Retiform purpura over the elbow

Figure 2.

Figure 2

Retiform purpura over leg

Discussion

Rickettsial diseases are vector-borne diseases, vectors being ticks, flea, mite, and louse. They commonly affect the travelers to endemic areas. In India, they are reported from Maharashtra, Tamil Nadu, Karnataka, Kerala, Jammu and Kashmir, Uttarakhand, Himachal Pradesh, Rajasthan, Assam, and West Bengal.[4]

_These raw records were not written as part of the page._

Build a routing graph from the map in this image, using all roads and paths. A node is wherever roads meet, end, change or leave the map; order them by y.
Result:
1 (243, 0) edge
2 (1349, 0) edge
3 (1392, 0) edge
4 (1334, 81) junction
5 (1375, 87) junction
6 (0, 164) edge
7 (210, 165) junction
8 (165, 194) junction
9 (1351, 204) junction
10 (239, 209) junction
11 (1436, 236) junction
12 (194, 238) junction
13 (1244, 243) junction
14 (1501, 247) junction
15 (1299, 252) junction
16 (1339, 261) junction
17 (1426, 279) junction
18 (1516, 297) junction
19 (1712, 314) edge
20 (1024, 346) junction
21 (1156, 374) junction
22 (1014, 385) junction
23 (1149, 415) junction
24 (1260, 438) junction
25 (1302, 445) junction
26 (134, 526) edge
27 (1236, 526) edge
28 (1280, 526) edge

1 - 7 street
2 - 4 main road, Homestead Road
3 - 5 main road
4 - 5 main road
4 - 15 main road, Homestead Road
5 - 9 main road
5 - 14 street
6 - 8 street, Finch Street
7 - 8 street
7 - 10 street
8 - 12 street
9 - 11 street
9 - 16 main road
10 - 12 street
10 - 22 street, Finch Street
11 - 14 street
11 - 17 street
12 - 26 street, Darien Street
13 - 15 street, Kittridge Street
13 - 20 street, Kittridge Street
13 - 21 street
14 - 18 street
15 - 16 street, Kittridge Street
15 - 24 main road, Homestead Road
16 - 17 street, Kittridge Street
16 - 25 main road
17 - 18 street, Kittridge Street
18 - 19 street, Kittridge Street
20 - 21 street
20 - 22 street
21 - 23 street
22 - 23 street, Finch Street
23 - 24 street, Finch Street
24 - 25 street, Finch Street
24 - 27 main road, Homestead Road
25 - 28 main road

Rickettsial infections are caused by a variety of obligate intracellular, Gram-negative bacteria from the genera Rickettsia, Orientia, Ehrlichia, Neorickettsia, Neoehrlichia, and Anaplasma, belonging to the alphaproteobacteria. Rickettsia is classically divided into the typhus group and spotted fever group (SFG) although the genus has been subdivided further based on phylogenetic analysis. Orientia species makes up the scrub typhus group. Rickettsial diseases are zoonoses where human beings are accidentally involved in a chain of transmission between trombiculid mites (chiggers), ticks or fleas, and rodents.[5]

Case definition of rickettsial infection

Definition of suspected/clinical case

Acute undifferentiated febrile illness of 5 days or more with or without eschar should be suspected as a case of rickettsial infection (if eschar is present, fever of <5 days duration should be considered as scrub typhus). Other presenting features may be headache and rash (rash more often seen in fair persons), lymphadenopathy, multi-organ involvement such as liver, lung, and kidney, and acute respiratory distress. The differential diagnosis of dengue, malaria, pneumonia, leptospirosis, and typhoid should be kept in mind.

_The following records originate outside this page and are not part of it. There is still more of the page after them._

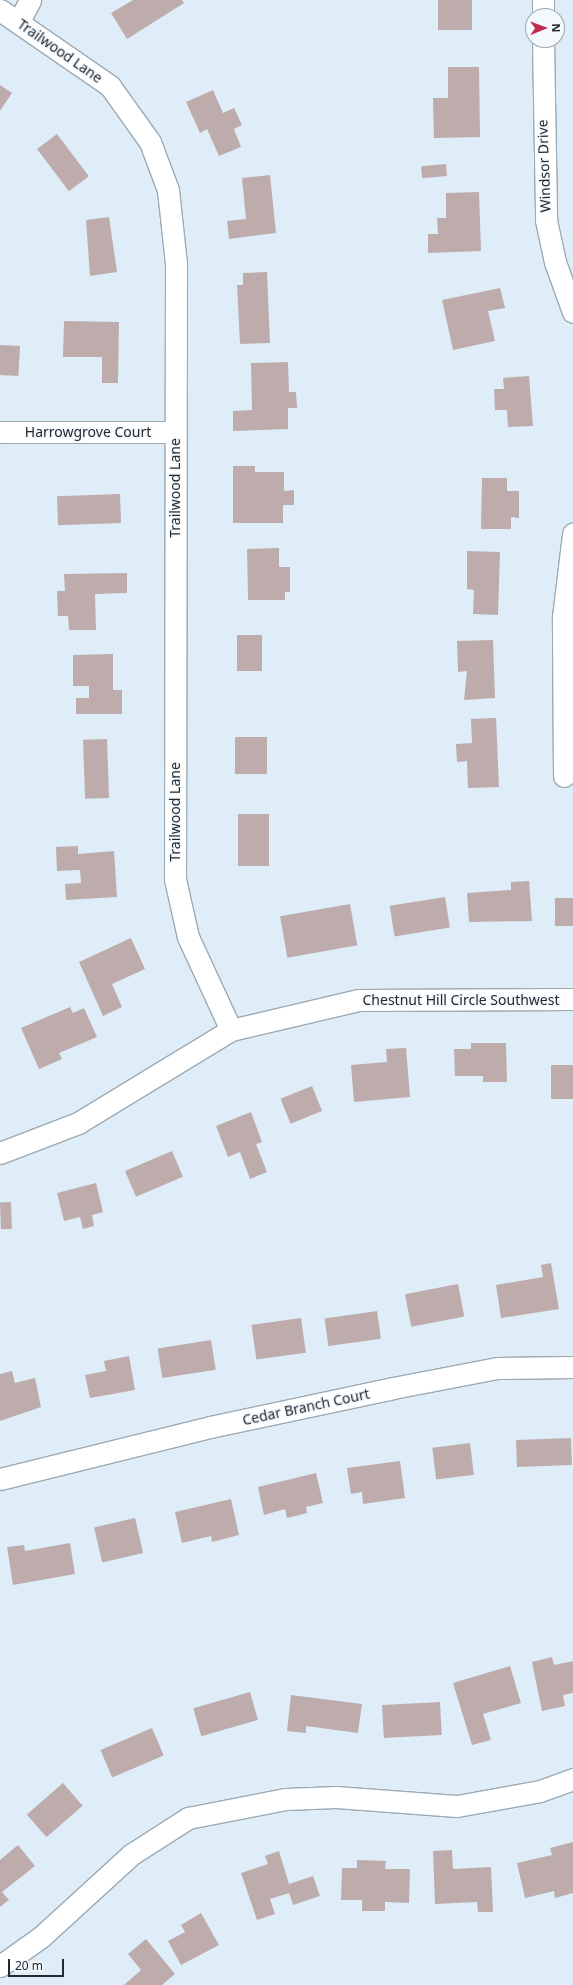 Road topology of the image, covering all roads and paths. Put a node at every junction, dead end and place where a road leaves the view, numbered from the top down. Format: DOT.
graph roads {
  1 [pos="30,0"];
  2 [pos="0,10"];
  3 [pos="19,21"];
  4 [pos="543,48"];
  5 [pos="573,312"];
  6 [pos="0,432"];
  7 [pos="175,432"];
  8 [pos="573,534"];
  9 [pos="564,776"];
  10 [pos="573,999"];
  11 [pos="231,1030"];
  12 [pos="0,1153"];
  13 [pos="573,1367"];
  14 [pos="0,1479"];
  15 [pos="573,1779"];
  16 [pos="0,1966"];
  1 -- 3 [label="street"];
  2 -- 3 [label="street, Trailwood Lane"];
  3 -- 7 [label="street, Trailwood Lane"];
  4 -- 5 [label="street, Windsor Drive"];
  6 -- 7 [label="street, Harrowgrove Court"];
  7 -- 11 [label="street, Trailwood Lane"];
  8 -- 9 [label="street"];
  10 -- 11 [label="street, Chestnut Hill Circle Southwest"];
  11 -- 12 [label="street, Chestnut Hill Circle Southwest"];
  13 -- 14 [label="street, Cedar Branch Court"];
  15 -- 16 [label="street"];
}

Definition of probable case

A suspected clinical case showing titers of 1:80 or above in OX-2, OX-19, and OX-K antigens by W-F test, and an optical density >0.5 for IgM by enzyme-linked immunosorbent assay (ELISA) is considered positive for members of typhus and SFGs of rickettsiae.

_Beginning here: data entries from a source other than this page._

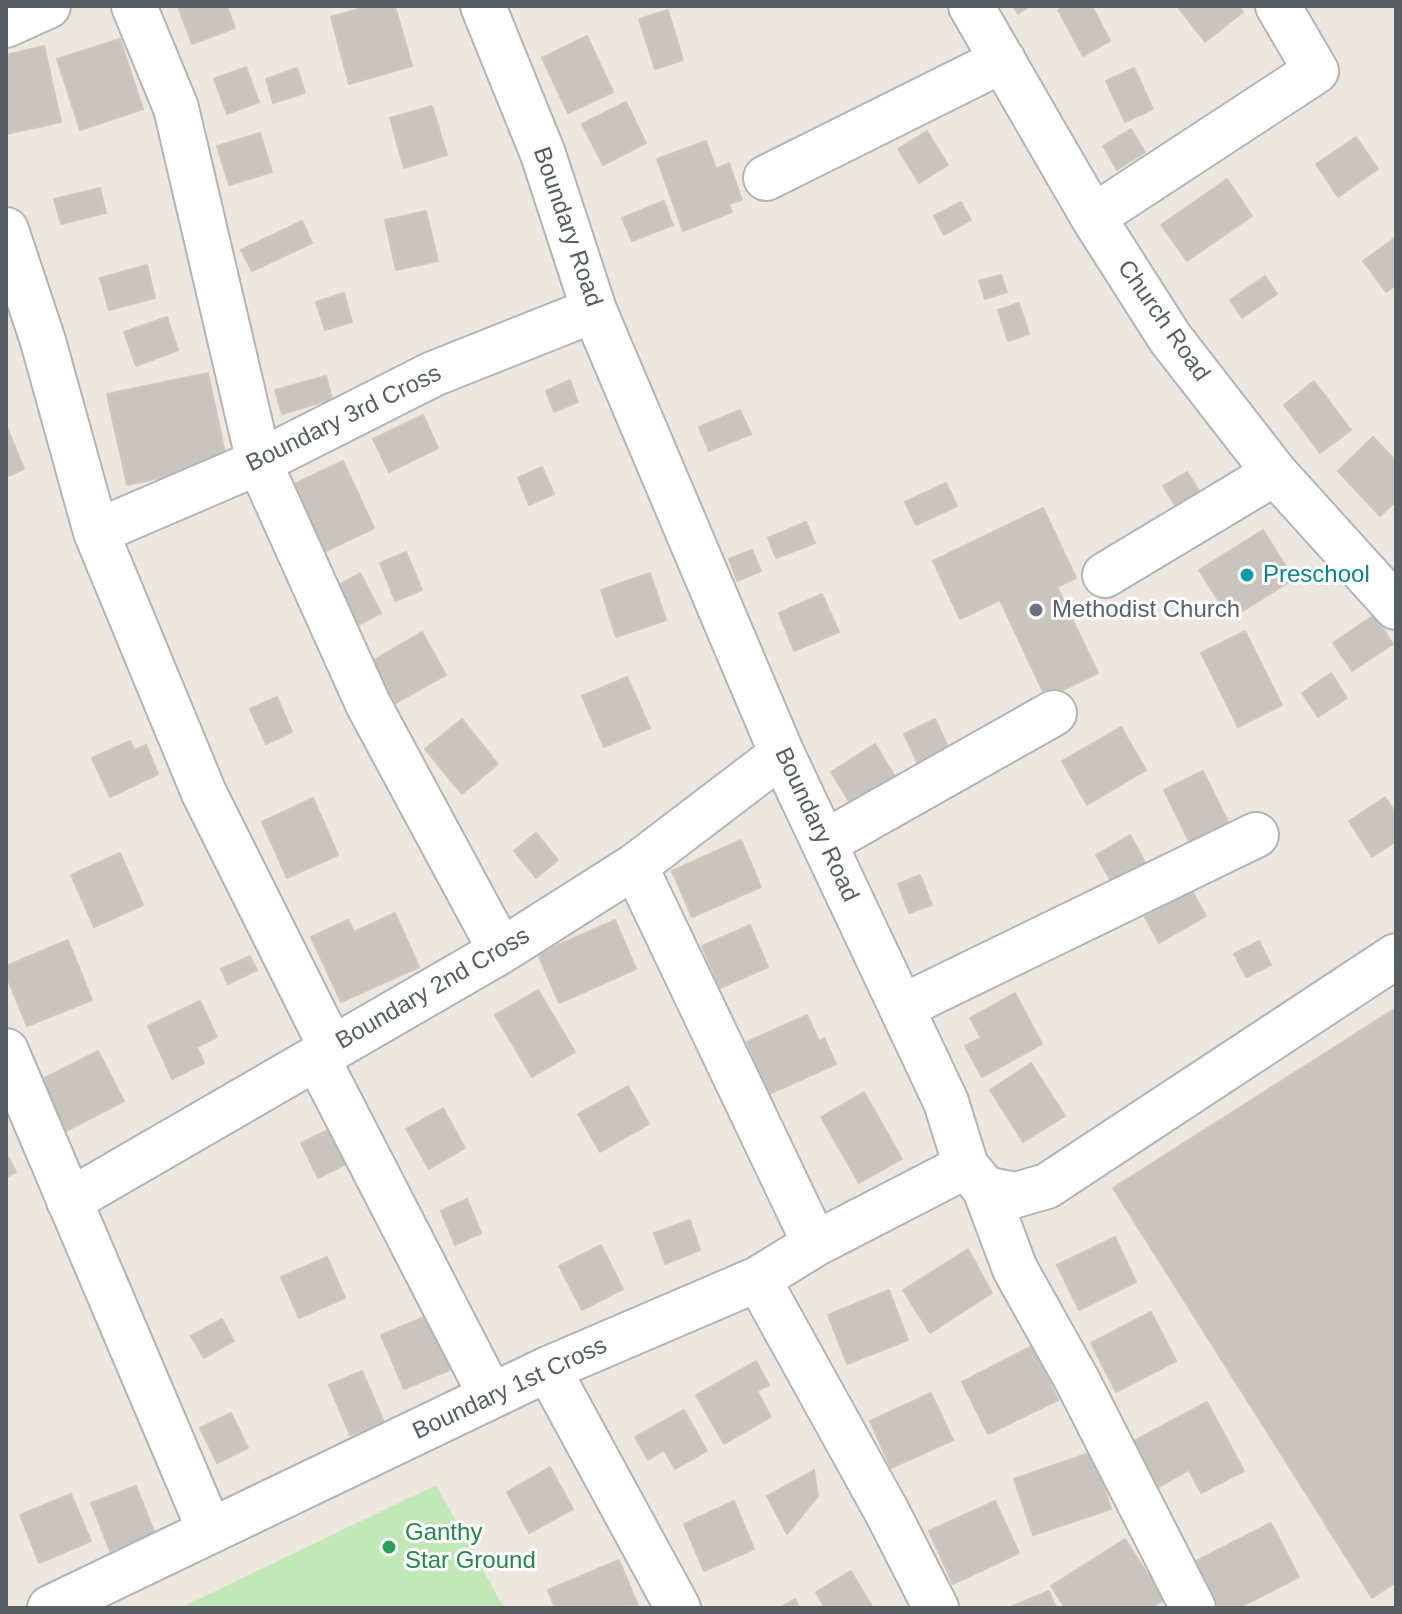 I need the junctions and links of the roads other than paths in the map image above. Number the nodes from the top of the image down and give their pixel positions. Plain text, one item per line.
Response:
1 (134, 6) edge
2 (483, 6) edge
3 (971, 6) edge
4 (1278, 6) edge
5 (1003, 60) junction
6 (766, 178) dead end
7 (1093, 217) junction
8 (6, 230) edge
9 (594, 310) junction
10 (259, 462) junction
11 (1275, 473) junction
12 (96, 532) junction
13 (1105, 575) dead end
14 (1396, 607) edge
15 (1054, 713) dead end
16 (782, 754) junction
17 (1256, 835) dead end
18 (824, 843) junction
19 (635, 866) junction
20 (501, 951) junction
21 (1396, 956) edge
22 (902, 1007) junction
23 (6, 1051) edge
24 (324, 1053) junction
25 (976, 1178) junction
26 (69, 1201) junction
27 (815, 1244) junction
28 (758, 1279) junction
29 (548, 1369) junction
30 (491, 1396) junction
31 (210, 1531) junction
32 (50, 1608) edge
33 (678, 1608) edge
34 (936, 1608) edge
35 (1193, 1608) edge

1 - 10 street
2 - 9 street, Boundary Road
3 - 5 street, Church Road
4 - 7 street
5 - 6 street
5 - 7 street, Church Road
7 - 11 street, Church Road
8 - 12 street
9 - 10 street, Boundary 3rd Cross
9 - 16 street, Boundary Road
10 - 12 street, Boundary 3rd Cross
10 - 20 street
11 - 13 street
11 - 14 street, Church Road
12 - 24 street
15 - 18 street
16 - 18 street, Boundary Road
16 - 19 street, Boundary 2nd Cross
17 - 22 street
18 - 22 street, Boundary Road
19 - 20 street, Boundary 2nd Cross
19 - 27 street
20 - 24 street, Boundary 2nd Cross
21 - 25 street
22 - 25 street, Boundary Road
23 - 26 street
24 - 26 street, Boundary 2nd Cross
24 - 30 street
25 - 27 street, Boundary 1st Cross
25 - 35 street, Boundary Road
26 - 31 street
27 - 28 street, Boundary 1st Cross
28 - 29 street, Boundary 1st Cross
28 - 34 street
29 - 30 street, Boundary 1st Cross
29 - 33 street
30 - 31 street, Boundary 1st Cross
31 - 32 street, Boundary 1st Cross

Definition of confirmed case

A confirmed case is the one in which (a) rickettsial DNA is detected in eschar samples or whole blood by polymerase chain reaction (PCR) or (b) rising antibody titers on acute and convalescent serum samples detected by indirect immunofluorescence assay (IFA).[5]

Epidemic Typhus

The causative agent of epidemic typhus is Rickettsia Prowazekii, named after von Prowazek, who died of typhus fever while investigating typhus fever. The infection is transmitted when the contaminated louse feces is rubbed through the minute abrasions caused by scratching. Occasionally, the infection may also be transmitted by aerosols of dried louse feces through inhalation or through conjunctiva. In some patients who recover from the disease, the rickettsiae may remain latent in the lymphoid tissue or organs for years. Such latent infection may, at times, be reactivated leading to recrudescent typhus (Brill–Zinsser disease).[6]

Murine Typhus

Murine or flea-borne typhus is a mild form of disease caused by Rickettsia typhi (Rickettsia mooseri). Humans acquire the disease usually through the bite of infected fleas when their saliva or feces is rubbed in or through aerosols of dried feces. Human infection is a dead end. Endemic typhus is worldwide in prevalence but not of much public health importance as the disease is mild and can be easily controlled now.[6]

Scrub Typhus

Scrub typhus, also called tsutsugamushi disease is caused by Orientia tsutsugamushi. It differs from other rickettsia species by its lack of polysaccharide cell wall and wide heterogeneity within the genus and thus deserves special emphasis during serological tests. In India, the disease was first noted among troops during World War II in Assam and West Bengal, during the Indo-Pak war in 1965. Virulent strains of O. tsutsugamushi are associated with hemorrhagic and intravascular coagulation, PF, atypical pneumonia, acute respiratory distress syndrome (ARDS), myocarditis, jaundice, and meningoencephalitis in addition to skin rash.[7]

Indian Tick Typhus

ITT is a tick-borne rickettsiosis prevalent in India. It is a rickettsial spotted fever (SF) similar to rocky mountain SF (RMSF) and is caused by Rickettsia conorii. The etiological agent was first isolated from India in 1950 from a brown dog tick, Rhipicephalus sanguineus. The disease is reported from Maharashtra, Tamil Nadu, Karnataka, Kerala, Jammu and Kashmir, Uttarakhand, Himachal Pradesh, Rajasthan, Assam, and West Bengal. The dog tick, R. sanguineus, is the principal vector of ITT although some species of Haemaphysalis and Hyalomma may also transmit the infection. An extensive study on tick-borne rickettsiosis in Pune district of Maharashtra revealed that ITT exists as zoonosis.[8]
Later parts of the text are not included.